Input records:
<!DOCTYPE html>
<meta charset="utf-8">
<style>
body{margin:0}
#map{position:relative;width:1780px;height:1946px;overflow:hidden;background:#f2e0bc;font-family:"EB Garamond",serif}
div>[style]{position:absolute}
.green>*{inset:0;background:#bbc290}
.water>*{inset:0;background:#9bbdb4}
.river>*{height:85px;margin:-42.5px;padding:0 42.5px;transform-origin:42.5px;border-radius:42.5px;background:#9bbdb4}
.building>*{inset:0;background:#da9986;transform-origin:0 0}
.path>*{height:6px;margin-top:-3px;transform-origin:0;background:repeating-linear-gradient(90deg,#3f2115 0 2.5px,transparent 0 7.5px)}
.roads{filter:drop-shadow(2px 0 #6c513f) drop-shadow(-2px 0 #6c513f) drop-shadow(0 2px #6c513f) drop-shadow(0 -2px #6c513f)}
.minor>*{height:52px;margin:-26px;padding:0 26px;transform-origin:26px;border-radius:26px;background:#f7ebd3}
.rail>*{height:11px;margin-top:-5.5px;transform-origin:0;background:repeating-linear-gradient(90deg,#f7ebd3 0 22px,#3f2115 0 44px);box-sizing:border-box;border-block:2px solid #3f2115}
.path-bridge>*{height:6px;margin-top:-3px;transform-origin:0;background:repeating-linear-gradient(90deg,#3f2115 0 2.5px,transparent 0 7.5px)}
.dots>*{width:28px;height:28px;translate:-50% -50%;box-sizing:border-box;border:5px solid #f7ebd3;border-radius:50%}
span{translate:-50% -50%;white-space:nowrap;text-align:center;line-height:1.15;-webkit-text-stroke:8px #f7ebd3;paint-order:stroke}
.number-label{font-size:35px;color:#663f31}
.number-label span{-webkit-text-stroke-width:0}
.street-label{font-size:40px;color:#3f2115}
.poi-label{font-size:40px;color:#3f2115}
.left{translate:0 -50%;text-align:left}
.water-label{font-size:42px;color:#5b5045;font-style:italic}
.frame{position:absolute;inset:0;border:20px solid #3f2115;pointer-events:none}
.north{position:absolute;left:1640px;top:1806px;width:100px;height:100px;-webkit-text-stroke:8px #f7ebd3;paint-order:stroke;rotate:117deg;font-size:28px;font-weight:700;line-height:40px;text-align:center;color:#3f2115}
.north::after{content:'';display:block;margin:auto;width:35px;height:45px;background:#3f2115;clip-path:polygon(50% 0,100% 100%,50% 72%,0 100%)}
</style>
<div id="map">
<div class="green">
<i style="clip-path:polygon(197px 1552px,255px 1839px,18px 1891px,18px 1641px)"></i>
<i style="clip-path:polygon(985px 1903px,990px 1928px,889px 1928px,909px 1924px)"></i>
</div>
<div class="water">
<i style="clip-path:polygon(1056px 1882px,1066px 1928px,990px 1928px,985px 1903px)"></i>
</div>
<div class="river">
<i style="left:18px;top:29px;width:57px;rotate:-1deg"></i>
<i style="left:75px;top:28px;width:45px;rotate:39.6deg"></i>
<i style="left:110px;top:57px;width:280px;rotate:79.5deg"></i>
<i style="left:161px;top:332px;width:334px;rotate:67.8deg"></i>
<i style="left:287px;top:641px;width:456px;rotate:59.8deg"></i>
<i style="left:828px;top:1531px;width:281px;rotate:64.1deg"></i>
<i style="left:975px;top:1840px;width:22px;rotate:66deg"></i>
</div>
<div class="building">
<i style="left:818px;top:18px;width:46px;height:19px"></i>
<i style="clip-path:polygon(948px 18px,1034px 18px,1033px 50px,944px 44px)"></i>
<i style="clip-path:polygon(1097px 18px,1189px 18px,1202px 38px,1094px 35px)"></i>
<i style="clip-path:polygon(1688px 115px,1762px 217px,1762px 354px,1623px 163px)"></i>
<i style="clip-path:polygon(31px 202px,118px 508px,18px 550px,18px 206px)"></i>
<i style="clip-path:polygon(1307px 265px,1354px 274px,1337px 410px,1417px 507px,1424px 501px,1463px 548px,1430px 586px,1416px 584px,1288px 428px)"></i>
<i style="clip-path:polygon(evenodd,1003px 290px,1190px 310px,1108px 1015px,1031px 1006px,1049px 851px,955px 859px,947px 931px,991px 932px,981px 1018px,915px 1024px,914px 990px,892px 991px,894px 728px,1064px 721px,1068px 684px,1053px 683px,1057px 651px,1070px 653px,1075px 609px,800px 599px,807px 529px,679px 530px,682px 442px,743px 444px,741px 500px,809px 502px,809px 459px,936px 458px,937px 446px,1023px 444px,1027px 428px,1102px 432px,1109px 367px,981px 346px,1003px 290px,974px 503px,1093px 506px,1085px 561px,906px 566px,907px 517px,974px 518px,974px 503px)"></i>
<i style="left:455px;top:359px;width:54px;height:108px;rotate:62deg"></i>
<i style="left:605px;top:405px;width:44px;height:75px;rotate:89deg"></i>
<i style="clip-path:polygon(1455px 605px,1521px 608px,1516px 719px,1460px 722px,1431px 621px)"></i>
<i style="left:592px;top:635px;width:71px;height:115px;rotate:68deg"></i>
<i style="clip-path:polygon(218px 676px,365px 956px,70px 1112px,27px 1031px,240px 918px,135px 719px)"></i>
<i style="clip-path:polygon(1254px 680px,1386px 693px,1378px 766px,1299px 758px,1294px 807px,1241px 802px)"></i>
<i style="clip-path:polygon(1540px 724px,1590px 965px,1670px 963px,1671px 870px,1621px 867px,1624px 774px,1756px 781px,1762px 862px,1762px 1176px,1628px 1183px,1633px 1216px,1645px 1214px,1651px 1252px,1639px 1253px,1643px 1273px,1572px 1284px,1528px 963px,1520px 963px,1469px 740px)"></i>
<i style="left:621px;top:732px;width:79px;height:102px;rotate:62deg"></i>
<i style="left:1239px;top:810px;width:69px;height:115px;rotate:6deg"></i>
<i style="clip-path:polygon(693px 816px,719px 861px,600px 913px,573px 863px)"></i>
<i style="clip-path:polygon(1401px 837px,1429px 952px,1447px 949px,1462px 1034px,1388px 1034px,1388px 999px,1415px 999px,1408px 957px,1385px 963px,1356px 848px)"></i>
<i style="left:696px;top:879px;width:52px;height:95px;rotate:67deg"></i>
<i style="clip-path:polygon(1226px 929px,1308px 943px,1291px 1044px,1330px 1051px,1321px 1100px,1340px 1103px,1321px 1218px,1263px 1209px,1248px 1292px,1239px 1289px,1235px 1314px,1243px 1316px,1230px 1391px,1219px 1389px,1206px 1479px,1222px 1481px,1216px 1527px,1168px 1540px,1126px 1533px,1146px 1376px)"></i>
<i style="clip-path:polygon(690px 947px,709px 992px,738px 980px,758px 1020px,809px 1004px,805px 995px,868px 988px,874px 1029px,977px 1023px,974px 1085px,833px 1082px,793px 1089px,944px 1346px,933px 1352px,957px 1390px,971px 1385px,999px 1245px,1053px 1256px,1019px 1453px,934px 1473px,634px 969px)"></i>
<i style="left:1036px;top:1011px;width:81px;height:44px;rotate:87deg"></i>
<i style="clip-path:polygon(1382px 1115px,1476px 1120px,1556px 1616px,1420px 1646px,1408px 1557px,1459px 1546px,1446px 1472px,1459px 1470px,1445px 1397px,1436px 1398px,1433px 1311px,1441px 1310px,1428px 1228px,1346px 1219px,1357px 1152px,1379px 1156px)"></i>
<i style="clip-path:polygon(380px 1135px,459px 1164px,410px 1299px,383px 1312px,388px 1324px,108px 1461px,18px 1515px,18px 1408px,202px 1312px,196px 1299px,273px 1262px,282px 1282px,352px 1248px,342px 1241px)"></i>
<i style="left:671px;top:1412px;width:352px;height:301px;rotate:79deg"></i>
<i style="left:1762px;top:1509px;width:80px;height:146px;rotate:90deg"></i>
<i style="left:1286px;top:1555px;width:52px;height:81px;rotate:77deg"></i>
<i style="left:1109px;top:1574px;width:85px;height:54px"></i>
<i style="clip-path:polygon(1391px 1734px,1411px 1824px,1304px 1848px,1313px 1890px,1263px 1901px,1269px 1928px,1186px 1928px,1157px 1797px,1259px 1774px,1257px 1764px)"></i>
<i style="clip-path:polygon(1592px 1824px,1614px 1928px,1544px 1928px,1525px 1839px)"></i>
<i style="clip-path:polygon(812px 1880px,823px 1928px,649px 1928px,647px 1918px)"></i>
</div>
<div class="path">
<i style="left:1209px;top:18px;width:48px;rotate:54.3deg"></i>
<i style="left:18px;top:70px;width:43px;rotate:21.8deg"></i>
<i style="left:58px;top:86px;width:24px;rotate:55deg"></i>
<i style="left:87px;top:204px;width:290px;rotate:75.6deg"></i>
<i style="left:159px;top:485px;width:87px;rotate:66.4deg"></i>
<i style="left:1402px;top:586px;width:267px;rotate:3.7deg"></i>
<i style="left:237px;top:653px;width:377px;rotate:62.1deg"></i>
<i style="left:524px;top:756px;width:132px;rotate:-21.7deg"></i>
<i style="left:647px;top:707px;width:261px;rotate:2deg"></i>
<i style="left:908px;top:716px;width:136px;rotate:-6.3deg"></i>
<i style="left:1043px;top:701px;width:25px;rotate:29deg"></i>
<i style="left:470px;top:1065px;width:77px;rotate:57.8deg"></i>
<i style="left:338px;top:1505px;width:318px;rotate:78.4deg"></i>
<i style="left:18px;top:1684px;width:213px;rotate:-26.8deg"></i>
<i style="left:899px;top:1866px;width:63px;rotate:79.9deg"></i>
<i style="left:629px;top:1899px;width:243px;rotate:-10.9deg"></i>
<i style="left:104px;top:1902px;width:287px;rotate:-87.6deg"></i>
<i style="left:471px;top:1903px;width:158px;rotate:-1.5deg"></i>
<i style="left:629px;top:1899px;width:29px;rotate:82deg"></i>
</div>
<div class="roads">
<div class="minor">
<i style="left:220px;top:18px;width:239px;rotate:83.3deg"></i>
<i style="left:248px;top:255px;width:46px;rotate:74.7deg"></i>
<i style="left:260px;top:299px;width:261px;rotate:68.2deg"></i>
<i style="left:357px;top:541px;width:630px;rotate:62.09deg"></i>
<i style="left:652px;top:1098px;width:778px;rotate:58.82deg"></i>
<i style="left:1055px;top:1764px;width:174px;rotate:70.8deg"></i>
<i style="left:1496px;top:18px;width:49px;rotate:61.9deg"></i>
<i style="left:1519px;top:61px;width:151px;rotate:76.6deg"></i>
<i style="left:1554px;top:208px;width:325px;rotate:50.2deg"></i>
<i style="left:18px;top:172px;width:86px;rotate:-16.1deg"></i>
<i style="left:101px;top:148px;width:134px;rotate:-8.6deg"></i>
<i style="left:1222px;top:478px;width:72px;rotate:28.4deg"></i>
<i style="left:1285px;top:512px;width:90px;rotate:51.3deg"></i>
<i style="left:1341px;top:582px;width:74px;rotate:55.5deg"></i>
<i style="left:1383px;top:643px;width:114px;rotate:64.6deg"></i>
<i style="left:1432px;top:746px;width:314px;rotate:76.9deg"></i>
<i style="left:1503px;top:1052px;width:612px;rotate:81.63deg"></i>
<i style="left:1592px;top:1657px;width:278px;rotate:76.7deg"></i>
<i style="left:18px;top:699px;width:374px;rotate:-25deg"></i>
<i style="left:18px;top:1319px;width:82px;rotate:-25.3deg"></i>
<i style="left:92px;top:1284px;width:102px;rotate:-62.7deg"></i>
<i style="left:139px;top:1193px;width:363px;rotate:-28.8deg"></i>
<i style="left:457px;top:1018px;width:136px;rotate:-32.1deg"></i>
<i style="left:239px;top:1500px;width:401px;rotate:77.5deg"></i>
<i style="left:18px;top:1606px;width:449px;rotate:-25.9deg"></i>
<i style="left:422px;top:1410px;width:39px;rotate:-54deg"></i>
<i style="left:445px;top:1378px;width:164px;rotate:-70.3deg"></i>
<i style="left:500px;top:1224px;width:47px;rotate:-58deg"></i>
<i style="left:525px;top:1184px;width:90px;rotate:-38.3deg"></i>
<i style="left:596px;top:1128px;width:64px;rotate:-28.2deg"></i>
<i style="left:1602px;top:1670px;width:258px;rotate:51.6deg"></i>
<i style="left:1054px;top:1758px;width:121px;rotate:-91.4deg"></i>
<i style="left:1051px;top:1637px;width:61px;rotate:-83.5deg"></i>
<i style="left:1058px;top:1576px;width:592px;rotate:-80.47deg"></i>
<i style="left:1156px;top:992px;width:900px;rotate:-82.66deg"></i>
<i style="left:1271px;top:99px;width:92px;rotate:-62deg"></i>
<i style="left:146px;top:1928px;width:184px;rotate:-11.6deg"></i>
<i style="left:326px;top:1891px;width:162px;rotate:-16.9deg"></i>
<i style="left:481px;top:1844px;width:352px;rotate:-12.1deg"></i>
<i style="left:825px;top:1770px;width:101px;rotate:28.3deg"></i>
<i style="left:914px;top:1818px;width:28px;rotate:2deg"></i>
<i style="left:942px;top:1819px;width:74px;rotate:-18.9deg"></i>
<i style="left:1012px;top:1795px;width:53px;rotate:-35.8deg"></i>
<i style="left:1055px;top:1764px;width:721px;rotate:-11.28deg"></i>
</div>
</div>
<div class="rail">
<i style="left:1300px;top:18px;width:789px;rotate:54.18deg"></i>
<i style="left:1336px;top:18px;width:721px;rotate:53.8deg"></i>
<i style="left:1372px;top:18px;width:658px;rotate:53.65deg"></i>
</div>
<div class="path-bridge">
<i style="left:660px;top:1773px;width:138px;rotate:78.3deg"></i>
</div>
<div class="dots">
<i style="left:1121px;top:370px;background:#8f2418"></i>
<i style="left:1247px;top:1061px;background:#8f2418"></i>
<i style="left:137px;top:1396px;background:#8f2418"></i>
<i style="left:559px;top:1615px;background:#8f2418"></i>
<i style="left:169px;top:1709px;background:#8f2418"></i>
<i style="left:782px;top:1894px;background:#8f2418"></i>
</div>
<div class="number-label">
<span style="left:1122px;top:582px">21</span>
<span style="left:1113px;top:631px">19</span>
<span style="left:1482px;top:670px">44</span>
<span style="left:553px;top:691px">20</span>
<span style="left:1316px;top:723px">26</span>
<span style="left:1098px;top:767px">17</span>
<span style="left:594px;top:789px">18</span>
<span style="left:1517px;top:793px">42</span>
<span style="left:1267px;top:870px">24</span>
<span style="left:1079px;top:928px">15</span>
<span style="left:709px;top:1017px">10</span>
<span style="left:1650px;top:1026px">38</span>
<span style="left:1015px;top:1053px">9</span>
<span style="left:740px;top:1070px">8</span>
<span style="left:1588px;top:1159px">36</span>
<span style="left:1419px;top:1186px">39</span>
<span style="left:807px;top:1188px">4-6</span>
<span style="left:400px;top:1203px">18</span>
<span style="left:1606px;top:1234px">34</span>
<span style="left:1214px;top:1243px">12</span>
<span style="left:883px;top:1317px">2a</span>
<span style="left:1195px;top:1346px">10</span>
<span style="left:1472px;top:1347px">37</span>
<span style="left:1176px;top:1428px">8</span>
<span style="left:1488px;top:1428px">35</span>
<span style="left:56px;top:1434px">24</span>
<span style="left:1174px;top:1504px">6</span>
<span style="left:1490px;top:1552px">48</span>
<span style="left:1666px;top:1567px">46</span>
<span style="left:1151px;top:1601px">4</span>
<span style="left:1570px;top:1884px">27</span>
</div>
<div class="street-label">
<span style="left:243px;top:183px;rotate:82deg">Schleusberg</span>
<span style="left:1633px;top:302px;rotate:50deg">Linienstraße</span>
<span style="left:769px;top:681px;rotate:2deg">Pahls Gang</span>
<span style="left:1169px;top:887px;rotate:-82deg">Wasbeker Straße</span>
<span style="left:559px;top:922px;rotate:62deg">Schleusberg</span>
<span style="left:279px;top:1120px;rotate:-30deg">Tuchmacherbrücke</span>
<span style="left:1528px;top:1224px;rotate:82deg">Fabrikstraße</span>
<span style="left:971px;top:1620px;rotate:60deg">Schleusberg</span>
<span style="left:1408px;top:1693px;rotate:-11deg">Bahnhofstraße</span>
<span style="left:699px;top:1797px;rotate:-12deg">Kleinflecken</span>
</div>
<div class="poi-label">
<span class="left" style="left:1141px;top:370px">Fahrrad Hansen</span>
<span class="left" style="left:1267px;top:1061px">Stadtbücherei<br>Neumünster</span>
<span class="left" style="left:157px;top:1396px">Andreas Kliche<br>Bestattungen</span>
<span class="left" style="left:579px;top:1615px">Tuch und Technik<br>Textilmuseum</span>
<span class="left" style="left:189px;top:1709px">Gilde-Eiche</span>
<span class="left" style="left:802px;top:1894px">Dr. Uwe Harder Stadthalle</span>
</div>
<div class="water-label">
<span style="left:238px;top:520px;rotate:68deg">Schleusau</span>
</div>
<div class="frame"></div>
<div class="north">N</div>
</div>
---
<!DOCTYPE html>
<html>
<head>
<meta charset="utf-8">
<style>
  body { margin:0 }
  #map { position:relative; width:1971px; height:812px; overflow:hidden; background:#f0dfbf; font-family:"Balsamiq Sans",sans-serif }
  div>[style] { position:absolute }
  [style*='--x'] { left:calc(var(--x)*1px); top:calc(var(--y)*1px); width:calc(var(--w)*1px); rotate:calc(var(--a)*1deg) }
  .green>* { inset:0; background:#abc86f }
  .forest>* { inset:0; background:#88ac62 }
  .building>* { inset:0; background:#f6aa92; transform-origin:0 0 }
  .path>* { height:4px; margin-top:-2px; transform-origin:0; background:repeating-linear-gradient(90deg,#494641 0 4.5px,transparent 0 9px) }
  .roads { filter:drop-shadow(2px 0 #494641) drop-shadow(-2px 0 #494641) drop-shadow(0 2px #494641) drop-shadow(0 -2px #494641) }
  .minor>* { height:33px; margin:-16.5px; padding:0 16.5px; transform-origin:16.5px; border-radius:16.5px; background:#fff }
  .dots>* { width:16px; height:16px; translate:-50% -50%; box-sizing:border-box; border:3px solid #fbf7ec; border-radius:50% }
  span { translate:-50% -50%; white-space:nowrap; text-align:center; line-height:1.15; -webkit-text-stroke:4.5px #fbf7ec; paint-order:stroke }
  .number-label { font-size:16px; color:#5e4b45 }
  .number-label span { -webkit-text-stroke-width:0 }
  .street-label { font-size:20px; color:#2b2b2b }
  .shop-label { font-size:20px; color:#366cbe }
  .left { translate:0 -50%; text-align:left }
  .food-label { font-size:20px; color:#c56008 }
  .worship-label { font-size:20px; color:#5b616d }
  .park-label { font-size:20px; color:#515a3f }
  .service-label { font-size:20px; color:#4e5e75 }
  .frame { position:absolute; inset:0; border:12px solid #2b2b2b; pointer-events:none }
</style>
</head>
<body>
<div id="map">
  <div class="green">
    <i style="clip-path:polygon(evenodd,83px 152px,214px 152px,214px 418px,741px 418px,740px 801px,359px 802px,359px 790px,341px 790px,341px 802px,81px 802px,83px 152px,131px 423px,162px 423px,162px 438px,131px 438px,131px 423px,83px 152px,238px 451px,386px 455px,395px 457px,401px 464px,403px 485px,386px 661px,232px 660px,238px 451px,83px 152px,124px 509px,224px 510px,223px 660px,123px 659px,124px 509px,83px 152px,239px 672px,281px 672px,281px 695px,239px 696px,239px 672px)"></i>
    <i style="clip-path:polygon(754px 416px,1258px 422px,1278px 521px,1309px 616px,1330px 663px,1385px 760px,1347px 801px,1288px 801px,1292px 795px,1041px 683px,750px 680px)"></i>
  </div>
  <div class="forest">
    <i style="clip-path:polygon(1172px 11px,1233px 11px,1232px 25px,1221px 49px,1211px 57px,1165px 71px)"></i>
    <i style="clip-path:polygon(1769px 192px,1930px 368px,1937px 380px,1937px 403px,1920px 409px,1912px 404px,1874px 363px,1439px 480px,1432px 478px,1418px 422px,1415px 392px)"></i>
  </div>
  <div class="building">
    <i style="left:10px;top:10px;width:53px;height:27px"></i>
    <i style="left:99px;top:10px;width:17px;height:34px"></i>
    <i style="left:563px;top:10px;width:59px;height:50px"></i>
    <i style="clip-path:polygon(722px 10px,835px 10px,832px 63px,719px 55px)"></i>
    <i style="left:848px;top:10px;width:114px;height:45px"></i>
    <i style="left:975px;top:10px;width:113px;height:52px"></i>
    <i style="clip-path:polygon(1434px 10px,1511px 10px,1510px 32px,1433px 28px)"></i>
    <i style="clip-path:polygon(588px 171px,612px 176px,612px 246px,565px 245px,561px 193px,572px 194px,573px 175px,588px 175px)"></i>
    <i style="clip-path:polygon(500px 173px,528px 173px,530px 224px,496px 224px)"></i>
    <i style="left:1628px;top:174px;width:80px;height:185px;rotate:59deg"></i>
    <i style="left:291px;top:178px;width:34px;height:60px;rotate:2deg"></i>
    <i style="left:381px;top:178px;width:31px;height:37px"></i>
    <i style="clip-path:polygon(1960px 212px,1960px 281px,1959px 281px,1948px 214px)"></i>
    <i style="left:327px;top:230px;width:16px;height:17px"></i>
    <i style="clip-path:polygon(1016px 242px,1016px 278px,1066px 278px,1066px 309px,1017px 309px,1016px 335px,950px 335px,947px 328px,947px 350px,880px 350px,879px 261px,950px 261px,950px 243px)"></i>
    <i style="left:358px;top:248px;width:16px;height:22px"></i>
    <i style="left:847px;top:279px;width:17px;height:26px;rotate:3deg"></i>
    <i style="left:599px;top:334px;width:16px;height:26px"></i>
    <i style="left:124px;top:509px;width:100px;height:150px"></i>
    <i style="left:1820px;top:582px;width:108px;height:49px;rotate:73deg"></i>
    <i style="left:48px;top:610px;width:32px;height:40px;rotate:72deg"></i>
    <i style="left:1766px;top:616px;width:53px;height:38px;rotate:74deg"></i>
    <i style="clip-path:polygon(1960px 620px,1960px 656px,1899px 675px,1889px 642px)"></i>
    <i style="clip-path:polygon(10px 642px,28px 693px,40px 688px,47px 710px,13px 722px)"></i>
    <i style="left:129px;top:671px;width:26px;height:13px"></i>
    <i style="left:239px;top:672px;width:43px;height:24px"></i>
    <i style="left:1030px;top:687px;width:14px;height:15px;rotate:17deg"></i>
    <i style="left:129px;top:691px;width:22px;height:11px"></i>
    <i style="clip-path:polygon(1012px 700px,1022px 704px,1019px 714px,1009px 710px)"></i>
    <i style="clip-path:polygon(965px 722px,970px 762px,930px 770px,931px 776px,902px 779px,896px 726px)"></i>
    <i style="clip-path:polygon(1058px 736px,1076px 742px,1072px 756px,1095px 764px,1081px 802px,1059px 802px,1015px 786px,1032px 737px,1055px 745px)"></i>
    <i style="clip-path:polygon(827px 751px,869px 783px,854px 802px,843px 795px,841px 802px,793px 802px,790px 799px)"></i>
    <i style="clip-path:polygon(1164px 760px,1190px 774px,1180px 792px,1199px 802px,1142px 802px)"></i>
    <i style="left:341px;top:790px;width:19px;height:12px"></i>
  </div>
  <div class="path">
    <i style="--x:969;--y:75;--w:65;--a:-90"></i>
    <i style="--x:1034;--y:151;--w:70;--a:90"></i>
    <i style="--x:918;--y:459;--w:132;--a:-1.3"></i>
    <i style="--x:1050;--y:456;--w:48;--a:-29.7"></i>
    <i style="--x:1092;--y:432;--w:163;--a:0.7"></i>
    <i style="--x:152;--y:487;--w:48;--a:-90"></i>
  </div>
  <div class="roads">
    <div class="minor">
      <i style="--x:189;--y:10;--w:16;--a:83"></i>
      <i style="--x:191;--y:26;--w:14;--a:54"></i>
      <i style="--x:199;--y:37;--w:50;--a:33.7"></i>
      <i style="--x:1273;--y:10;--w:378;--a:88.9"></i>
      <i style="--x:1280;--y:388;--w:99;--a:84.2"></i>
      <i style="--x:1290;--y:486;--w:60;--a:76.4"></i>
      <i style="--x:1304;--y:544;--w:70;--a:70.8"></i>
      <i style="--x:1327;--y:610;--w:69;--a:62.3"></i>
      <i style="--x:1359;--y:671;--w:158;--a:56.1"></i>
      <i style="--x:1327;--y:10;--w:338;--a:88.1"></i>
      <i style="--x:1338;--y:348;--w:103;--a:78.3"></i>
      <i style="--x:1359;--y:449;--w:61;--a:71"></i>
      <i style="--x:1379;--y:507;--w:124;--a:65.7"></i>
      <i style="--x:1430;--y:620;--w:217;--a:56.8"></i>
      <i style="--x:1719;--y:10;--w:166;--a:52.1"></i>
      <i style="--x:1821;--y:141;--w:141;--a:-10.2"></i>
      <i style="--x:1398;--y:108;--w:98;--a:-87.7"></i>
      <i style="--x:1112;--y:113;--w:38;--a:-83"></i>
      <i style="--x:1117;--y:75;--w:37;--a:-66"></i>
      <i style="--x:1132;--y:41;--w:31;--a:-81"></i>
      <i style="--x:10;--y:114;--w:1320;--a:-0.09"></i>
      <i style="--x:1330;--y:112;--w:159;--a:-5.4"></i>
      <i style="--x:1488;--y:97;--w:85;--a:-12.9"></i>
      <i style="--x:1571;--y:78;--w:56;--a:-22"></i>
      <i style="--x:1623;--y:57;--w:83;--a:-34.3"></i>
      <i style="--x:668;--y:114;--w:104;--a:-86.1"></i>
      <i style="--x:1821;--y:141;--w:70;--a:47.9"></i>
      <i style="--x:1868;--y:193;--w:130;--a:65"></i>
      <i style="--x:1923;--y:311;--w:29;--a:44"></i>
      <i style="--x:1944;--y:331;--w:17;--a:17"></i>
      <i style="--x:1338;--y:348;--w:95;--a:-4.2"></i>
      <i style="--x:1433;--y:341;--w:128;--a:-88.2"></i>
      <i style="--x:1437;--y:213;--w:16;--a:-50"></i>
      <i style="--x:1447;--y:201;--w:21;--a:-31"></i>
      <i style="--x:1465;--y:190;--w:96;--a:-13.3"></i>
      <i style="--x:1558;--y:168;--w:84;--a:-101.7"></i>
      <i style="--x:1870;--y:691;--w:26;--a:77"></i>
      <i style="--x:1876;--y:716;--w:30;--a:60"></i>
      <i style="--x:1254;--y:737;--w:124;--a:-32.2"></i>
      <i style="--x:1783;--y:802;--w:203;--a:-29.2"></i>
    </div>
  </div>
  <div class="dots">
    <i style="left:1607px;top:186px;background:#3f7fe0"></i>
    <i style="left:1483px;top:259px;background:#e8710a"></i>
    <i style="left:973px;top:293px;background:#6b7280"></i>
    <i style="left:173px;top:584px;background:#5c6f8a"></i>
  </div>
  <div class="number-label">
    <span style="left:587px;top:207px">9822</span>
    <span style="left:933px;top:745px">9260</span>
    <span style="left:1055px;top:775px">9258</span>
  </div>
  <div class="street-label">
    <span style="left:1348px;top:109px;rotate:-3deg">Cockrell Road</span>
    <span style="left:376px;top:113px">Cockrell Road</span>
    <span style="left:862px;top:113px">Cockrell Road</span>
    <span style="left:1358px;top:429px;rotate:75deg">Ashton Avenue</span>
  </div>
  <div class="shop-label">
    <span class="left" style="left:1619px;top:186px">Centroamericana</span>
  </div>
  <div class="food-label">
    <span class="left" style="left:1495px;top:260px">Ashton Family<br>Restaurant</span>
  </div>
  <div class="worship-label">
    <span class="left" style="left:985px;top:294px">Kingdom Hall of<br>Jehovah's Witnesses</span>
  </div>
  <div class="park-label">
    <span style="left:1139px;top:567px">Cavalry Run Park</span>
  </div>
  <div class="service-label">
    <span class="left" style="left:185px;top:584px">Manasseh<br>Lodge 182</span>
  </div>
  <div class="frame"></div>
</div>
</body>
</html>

About this exercise: Write the number of lines above that contain the string "overflow", and nothing besides.

Reply: 2